The nation’s largest telecom said it will also enforce a “fair usage policy” to ensure that the quality of service is not compromised.
“The biggest challenge facing telecom carriers worldwide is the dramatic, continual increase in the quality of audio and visual content delivered through the Internet, what is termed as over-the-top content,” company president Shih Mu-piao (石木標) said on Friday.
“The rising popularity of instant messaging applications like LINE has slashed the revenue telecoms earn from text messaging by an average of 20 to 30 percent. Given this, it would be unsustainable to apply the business model for our 3G services it in the 4G era,” Shih said.

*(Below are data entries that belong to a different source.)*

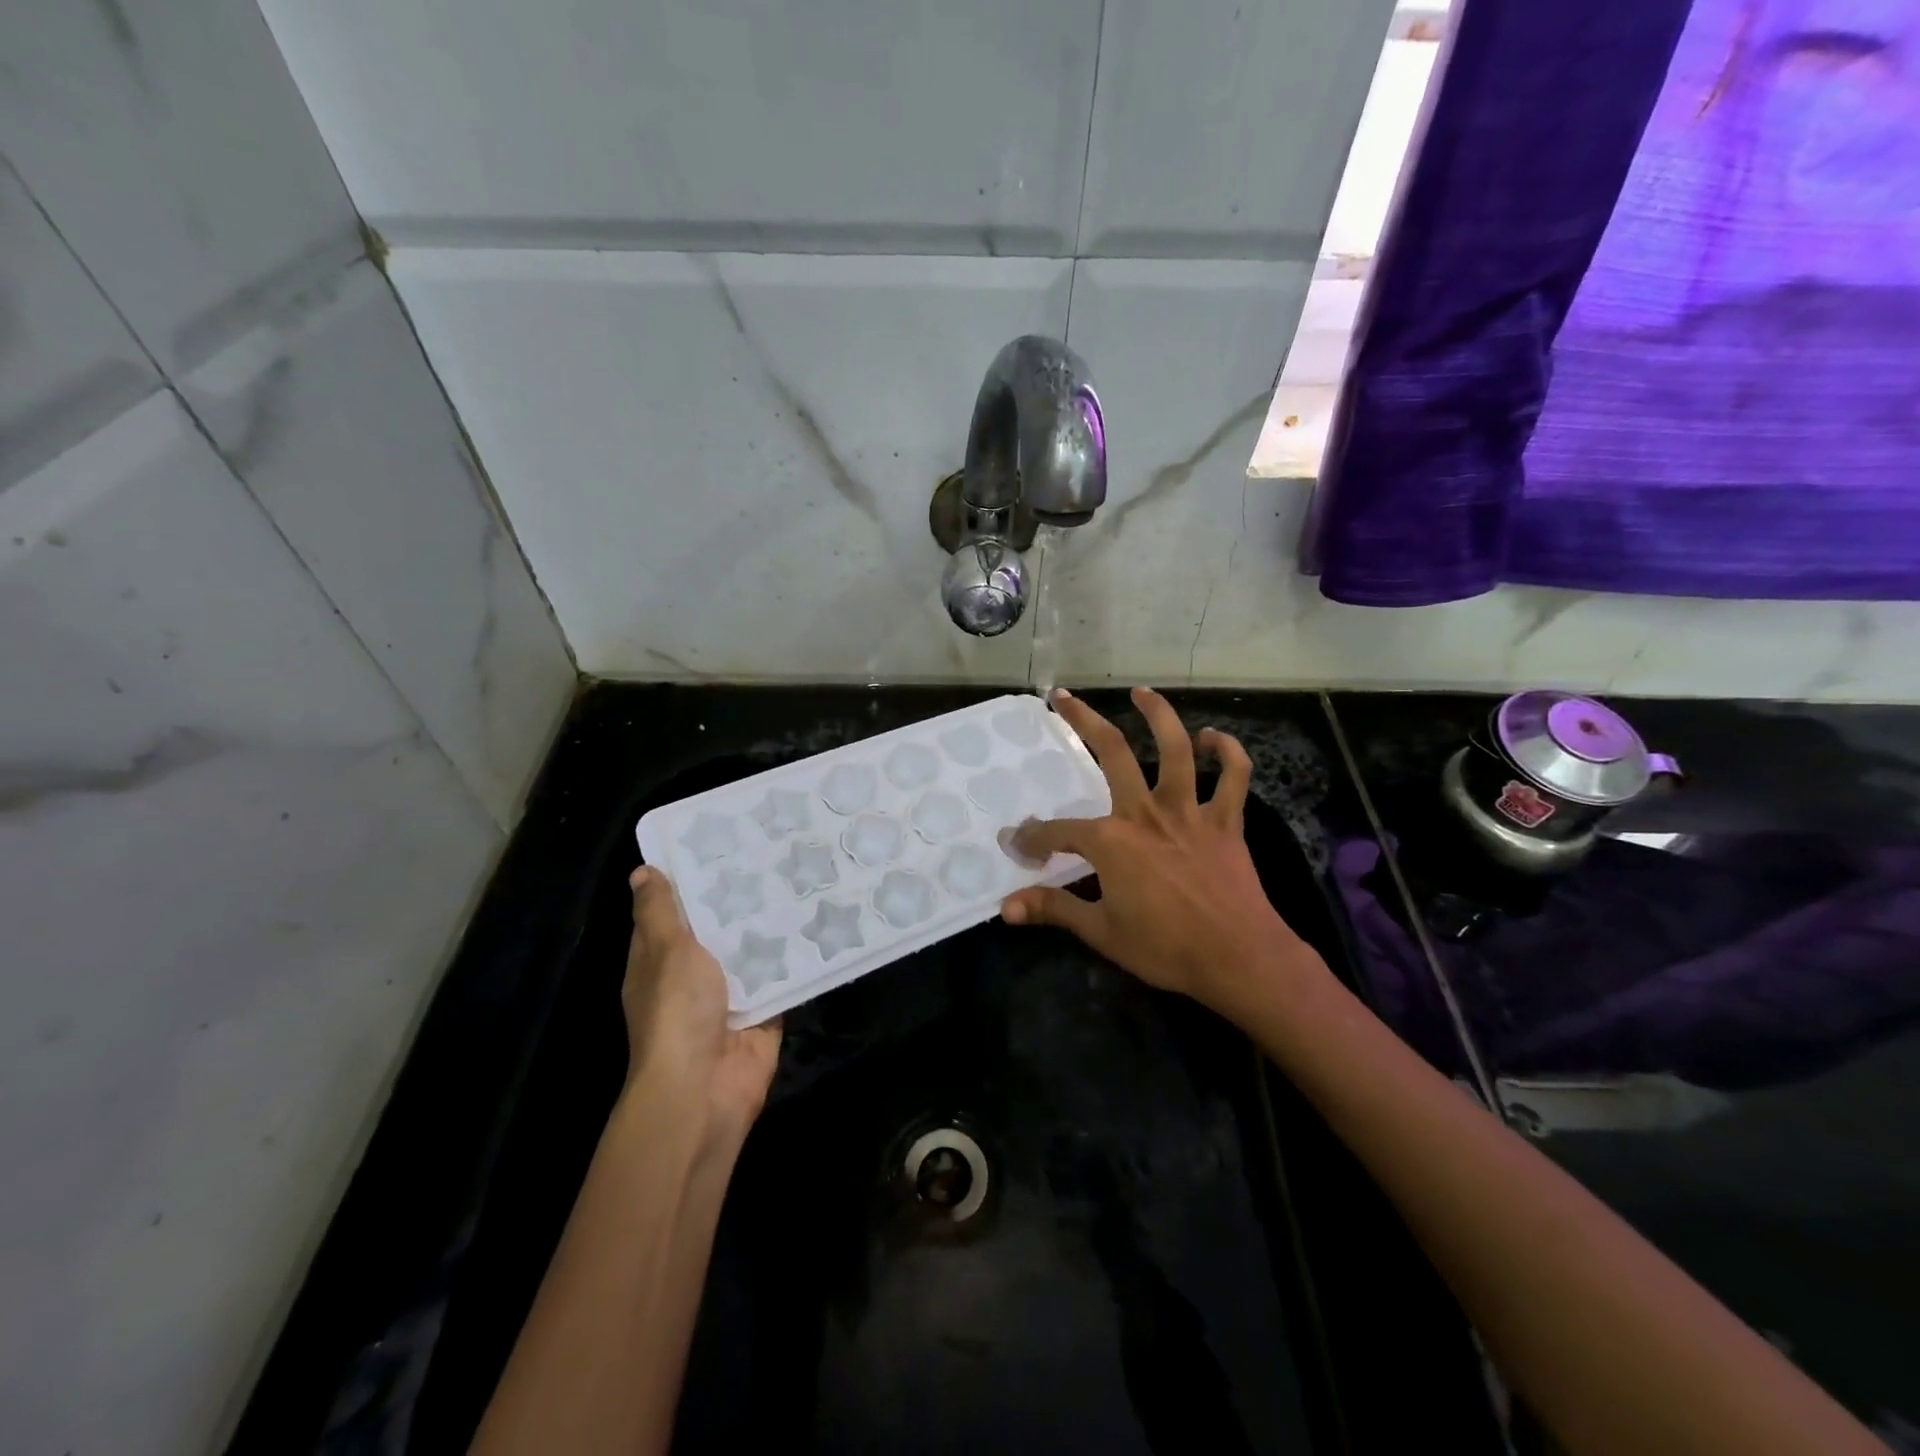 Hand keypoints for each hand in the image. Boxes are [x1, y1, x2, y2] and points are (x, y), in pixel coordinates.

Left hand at [623, 866, 781, 1146]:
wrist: (704, 1089)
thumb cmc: (677, 1012)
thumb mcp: (666, 951)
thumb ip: (660, 912)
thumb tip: (642, 871)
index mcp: (660, 960)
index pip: (673, 910)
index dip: (691, 878)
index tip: (721, 843)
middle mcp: (693, 975)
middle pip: (718, 928)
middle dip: (741, 898)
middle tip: (775, 852)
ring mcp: (729, 996)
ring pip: (753, 950)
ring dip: (773, 925)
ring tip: (803, 878)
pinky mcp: (763, 1013)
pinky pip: (781, 978)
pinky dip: (796, 958)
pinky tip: (822, 923)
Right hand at [999, 688, 1318, 1009]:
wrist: (1239, 959)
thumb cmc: (1166, 948)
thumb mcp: (1101, 932)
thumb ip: (1053, 909)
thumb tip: (1006, 907)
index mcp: (1112, 841)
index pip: (1059, 831)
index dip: (1033, 837)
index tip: (1018, 843)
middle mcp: (1146, 813)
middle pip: (1112, 753)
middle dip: (1082, 721)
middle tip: (1063, 697)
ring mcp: (1189, 812)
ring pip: (1176, 749)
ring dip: (1159, 715)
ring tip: (1141, 693)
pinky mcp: (1225, 822)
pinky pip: (1233, 777)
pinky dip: (1227, 752)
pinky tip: (1212, 738)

“However, I think it is still viable to offer customers all-you-can-eat mobile Internet at a flat rate. This service is not likely to be canceled in the 4G era, although we may have to lower the transmission speed when a user’s data transmission volume exceeds a certain amount. If this is the case, customers would be notified via text message when they are about to exceed the limit,” the Chunghwa Telecom president added.
Shih made the comments at a forum on 4G services hosted by Taoyuan-based Yuan Ze University and attended by telecom experts, government officials and the six carriers that bought the 4G service spectra in last year’s auction.
The government earned a total of NT$118.65 billion (US$3.9 billion) through the auction, about twice what it made from the sale of 3G licenses. Many observers have voiced concerns that the high prices the carriers paid to obtain the spectra would result in consumers paying more for services once the 4G transition is complete.
Shih declined to discuss what services Chunghwa Telecom plans to offer, saying the information was confidential at this point, and urged the government to let the market decide what constitutes reasonable service rates and avoid excessive intervention.
He also urged the government to make more spectra available to help develop the nation’s 4G network, citing the 2.6 Gigahertz (GHz) radio bandwidth as particularly key to the furthering of such services.
According to the National Communications Commission, the 2.6GHz radio bandwidth is mainly used by Worldwide Interoperability for Microwave Access (WiMAX) service providers. The rest of the bandwidth is either idle or used by the experimental networks.
While the International Telecommunication Union recognizes LTE and WiMAX as technologies for 4G service development, the prevalence of WiMAX in Taiwan has waned since Intel Corp withdrew its investment from the service in 2010.
The nation’s six WiMAX service operators acquired their licenses in 2007, but have attracted just 120,550 subscribers as of January this year. This has led to proposals that the government facilitate the merger of the six operators so the 2.6GHz bandwidth can be used more efficiently.
Meanwhile, Taiwan Mobile Broadband assistant manager Yang Chu-huang (張据煌) said the government should strive to settle disputes among providers over Internet protocol peering charges, which will persist after 4G services are launched if they remain unresolved.